После рассредоточения запасов горючего по небольшим складам налеты авиации НАТО на них почти полностью прекратились. Результатом стало чувство безопасности, продолжавшееся почти месяц. Налеты на склады с боеприпасами и танковые колонны наносили серьезный ущерб, но пополнить и то и другое было нетрудно. А вот с горючим дело обстояло намного хуже.
— Товарищ генерал, авиация НАТО изменила тактику своих налетов.
Алексеев повернулся от огромной карты фронта к офицеру разведки ВВС. Через пять минут пришел начальник службы тыла.
— Насколько серьезной является ситуация? — спросил генерал.
— В общей сложности мы потеряли примерно десять процентов запасов горючего в прифронтовой полосе. В районе Альфельда — больше тридцати.
И тут же зазвонил телефон. Алексеева вызывал генерал, чьи войска должны были атаковать Альфельд через пять часов.
— У меня уничтожены запасы горючего! Авиация противника разгромила колонну машин-заправщиков в двадцати километрах отсюда.
— Вы в состоянии начать наступление с теми запасами, которые имеются в вашем распоряжении? — спросил Алексеев.

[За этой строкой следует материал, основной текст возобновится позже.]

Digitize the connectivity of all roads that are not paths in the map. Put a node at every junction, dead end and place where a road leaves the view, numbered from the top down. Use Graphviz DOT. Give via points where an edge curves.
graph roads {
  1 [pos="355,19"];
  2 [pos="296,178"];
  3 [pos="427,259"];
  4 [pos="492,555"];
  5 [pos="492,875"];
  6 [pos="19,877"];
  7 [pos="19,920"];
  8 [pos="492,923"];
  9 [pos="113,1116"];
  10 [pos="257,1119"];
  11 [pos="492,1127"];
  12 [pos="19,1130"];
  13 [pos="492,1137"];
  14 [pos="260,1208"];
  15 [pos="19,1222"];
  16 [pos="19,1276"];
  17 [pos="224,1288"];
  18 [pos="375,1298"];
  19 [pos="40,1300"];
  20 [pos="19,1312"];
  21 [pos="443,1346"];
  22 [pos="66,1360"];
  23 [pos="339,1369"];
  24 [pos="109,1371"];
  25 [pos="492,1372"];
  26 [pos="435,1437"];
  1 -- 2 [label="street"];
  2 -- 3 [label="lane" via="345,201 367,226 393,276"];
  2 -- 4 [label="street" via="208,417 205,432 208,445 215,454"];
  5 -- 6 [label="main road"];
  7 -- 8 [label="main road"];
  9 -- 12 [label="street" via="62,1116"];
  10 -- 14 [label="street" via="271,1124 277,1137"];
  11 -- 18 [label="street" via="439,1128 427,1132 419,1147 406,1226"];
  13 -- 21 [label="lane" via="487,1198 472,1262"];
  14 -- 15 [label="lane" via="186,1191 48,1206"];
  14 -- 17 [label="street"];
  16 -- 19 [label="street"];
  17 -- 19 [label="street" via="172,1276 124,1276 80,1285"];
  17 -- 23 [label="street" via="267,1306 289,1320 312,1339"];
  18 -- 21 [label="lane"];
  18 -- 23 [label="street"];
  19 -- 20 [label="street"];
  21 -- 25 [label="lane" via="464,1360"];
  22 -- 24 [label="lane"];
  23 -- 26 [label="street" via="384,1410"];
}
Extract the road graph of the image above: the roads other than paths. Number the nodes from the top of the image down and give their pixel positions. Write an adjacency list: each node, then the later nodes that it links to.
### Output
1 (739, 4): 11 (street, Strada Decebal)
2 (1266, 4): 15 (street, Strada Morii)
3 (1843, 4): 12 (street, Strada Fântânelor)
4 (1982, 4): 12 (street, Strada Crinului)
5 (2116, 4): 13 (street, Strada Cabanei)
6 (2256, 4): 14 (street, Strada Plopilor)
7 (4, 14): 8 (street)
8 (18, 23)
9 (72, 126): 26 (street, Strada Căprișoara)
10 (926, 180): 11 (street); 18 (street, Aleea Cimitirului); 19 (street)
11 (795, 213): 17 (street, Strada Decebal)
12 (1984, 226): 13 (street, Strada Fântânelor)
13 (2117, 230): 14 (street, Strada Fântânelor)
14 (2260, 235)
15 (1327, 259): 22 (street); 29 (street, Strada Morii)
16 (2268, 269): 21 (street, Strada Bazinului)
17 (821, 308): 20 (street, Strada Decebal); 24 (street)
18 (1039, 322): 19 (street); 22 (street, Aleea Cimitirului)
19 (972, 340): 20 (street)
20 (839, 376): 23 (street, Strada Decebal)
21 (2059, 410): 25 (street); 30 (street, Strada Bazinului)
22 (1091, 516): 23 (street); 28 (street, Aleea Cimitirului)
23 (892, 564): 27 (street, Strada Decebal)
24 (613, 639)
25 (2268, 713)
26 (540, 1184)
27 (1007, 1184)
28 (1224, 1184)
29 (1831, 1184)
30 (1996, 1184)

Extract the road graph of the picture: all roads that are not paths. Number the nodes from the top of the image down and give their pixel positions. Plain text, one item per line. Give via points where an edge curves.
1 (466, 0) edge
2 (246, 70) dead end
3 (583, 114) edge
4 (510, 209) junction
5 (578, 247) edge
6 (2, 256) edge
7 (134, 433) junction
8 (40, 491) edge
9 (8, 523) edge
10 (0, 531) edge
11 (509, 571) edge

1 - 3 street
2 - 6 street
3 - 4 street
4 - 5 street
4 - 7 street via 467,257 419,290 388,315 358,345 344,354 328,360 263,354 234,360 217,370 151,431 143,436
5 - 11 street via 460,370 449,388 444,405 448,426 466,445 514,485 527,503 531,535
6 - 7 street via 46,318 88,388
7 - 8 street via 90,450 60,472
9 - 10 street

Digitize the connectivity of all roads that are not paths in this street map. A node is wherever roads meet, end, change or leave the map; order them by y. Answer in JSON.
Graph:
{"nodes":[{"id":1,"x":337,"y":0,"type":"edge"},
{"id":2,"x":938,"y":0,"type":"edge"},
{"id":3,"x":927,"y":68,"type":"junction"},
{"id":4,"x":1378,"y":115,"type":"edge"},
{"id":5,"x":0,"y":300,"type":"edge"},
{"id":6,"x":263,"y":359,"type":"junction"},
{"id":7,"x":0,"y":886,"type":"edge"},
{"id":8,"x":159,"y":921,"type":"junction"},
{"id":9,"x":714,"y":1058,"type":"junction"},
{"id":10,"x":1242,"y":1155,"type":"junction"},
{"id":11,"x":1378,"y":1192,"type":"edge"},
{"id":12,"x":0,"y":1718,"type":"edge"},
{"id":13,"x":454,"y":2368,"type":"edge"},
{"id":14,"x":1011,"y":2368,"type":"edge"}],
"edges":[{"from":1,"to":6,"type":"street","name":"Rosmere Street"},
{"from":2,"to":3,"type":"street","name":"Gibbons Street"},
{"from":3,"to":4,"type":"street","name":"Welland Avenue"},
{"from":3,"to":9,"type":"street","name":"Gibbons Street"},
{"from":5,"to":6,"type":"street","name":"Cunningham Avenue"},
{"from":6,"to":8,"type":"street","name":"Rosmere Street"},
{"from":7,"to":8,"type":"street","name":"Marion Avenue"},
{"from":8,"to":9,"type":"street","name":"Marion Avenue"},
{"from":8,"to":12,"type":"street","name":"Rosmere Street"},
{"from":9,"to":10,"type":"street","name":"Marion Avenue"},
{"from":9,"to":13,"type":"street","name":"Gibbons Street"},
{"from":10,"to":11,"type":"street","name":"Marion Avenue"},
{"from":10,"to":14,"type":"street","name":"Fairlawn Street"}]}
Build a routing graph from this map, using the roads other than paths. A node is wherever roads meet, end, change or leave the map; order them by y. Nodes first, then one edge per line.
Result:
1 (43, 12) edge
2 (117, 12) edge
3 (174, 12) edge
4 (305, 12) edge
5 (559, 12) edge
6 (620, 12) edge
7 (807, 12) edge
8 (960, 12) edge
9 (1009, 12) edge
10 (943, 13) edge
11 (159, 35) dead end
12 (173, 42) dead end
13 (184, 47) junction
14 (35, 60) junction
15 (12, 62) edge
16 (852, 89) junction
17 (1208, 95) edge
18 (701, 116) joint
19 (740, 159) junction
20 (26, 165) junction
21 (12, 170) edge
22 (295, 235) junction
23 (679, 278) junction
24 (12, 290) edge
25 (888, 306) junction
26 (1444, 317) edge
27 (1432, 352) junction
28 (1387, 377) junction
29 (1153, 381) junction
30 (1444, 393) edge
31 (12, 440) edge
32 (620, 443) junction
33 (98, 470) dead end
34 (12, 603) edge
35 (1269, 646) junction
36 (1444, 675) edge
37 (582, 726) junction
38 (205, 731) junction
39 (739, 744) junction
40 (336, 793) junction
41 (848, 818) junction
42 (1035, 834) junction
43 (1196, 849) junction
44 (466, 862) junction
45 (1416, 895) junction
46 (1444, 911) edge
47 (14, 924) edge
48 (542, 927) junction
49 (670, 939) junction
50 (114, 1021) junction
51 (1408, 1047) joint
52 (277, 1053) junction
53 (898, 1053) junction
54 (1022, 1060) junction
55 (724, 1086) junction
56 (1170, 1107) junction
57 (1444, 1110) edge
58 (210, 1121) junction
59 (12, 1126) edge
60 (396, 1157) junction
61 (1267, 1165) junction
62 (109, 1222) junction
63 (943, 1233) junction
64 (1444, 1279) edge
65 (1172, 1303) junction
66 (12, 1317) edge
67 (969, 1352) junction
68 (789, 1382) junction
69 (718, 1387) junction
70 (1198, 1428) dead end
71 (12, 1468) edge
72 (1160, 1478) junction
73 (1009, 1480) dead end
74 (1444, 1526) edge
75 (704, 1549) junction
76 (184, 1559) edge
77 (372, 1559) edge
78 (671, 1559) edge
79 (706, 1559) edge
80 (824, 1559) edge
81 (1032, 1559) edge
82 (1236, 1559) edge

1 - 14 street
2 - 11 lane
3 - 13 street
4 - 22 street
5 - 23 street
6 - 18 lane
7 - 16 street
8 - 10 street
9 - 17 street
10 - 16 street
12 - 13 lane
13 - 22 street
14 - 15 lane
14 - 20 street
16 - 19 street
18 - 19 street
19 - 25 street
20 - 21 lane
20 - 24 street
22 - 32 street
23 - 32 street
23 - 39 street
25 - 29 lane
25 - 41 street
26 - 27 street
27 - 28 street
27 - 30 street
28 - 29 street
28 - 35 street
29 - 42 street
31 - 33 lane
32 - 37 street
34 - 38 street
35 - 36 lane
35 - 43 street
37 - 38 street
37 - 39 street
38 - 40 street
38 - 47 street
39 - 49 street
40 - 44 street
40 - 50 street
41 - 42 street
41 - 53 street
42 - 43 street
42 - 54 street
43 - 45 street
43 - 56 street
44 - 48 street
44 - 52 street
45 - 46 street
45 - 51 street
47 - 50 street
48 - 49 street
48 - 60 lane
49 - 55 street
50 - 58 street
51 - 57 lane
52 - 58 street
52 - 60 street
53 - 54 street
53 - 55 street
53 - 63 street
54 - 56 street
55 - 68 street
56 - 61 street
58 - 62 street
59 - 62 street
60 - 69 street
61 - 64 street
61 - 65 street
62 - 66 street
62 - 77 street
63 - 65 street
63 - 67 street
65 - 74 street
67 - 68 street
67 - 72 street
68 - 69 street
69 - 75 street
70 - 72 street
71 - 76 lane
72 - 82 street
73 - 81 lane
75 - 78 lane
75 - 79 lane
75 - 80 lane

— Да, но теперь я лишен свободы маневрирования!
— Начинайте наступление с тем, что у вас есть.
— Но…
— Четыре советские дивизии погибнут, если вы не придете им на помощь. Начинайте наступление точно по плану! — Алексеев положил трубку. У Берегового тоже не хватало горючего. Заправленному танку хватает запаса топлива, чтобы проехать по прямой триста километров, но танки почти никогда не двигаются по прямой, и, несмотря на приказы, экипажи не выключают двигатели во время остановки. Их можно понять — время, необходимое для пуска дизелей, решает вопрос жизни и смерти в случае внезапного налета вражеской авиации. Береговому пришлось передать все запасы горючего своим танкам, направляющимся на восток, чтобы они могли нанести удар по Альфельду одновременно с танками дивизий резерва, двигавшимися на запад. Две дивизии на левом берегу Везера фактически лишились возможности передвигаться. Начиная наступление, Алексеев полагался на то, что сумеет восстановить коммуникации и снабдить фронт всем необходимым. Он приказал начальнику тыла доставить горючее к передовой. Если наступление окажется успешным, горючего потребуется еще больше.
Переход от войны к миру, от постоянной угрозы смерти к безопасности казался просто невероятным — всего два часа полета на реактивном самолете. Шофер отца, Виталий, встретил Сергетова на военном аэродроме и сразу отвез на служебную дачу министра, расположенную в березовой роще недалеко от Москвы. Майор вошел в гостиную и увидел вместе с отцом незнакомца.
— Значит, это и есть знаменитый Иван Михайлович Сергетов, майор Советской Армии?
— Извините, не припомню, чтобы мы встречались.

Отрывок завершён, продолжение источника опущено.